The Big Sick is the rare comedy that feels like you’re watching real people. A large reason for this is the autobiographical nature of the project, which was based on how comedian Kumail Nanjiani and his wife Emily V. Gordon met. There is a genuineness in how they want to portray the start of their relationship on screen, brought nicely to cinematic life by director Michael Showalter. Showalter is a promising director of unconventional comedies, as shown with last year’s Hello, My Name is Doris. The Big Sick is certainly hilarious, but it’s also touching in all of the right places. One feels like they’ve been invited into Nanjiani’s life.

So much of Nanjiani’s personality comes through in his performance, which is a genuine mix of funny and friendly. Even though he doesn’t hide his flaws, he’s instantly lovable. The early scenes where he meets Emily, as played on-screen by Zoe Kazan, are incredibly sweet. The humour comes from simple conversations, whether they’re mingling or hanging out at the supermarket. Their chemistry is incredible and it makes the initial break-up scene all the more heartbreaking. The script manages to nicely divide time between Nanjiani’s love life, his time at the comedy club and dealing with his family imposing their values at home. No scene feels superfluous and each is necessary in creating our sympathy towards him.

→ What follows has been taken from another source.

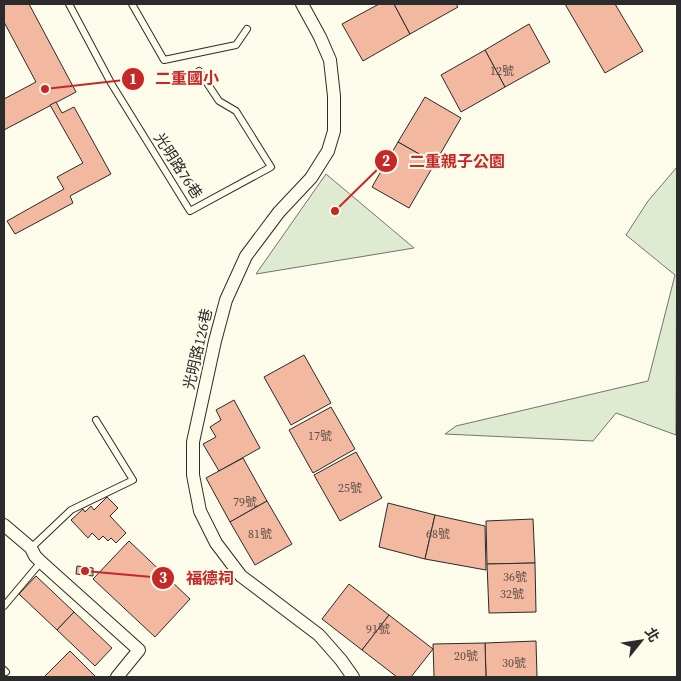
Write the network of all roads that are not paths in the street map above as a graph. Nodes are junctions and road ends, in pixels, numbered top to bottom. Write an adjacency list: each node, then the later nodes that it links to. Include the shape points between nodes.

Even if one obviously knows the outcome when entering the cinema, there is still a nervousness that comes from the hospital scenes as Emily finds herself in a coma. Ray Romano and Holly Hunter are excellent as her worrying parents. Their uncertainty towards Kumail feels understandable, as is their later warming up to him. Romano brings a bit of his comedic personality to his performance, but he also presents a different side to him unseen through many Everybody Loves Raymond re-runs. Despite The Big Sick being primarily a comedy, the filmmakers don’t downplay the seriousness of Emily’s situation and the tough decisions her parents have to make.

Even if somebody isn’t Pakistani, it will be easy to relate to the cultural ideas being presented when Kumail visits his family and the humour works spectacularly. The scenes in the comedy club also aren’t simply there, so Kumail can give his stand-up acts. They play key roles in the plot and showcasing his feelings and head space during those parts of the story. One set proves to be especially emotional and Nanjiani nails the heartbreak he’s feeling in that moment. It’s easy to imagine how difficult that scene likely was to write and perform. The Big Sick is a Judd Apatow production, so it not surprisingly runs close to two hours. Yet the film never feels overlong and the pacing never drags. There’s never a wait for the comedic scenes to come back or for a certain character to return.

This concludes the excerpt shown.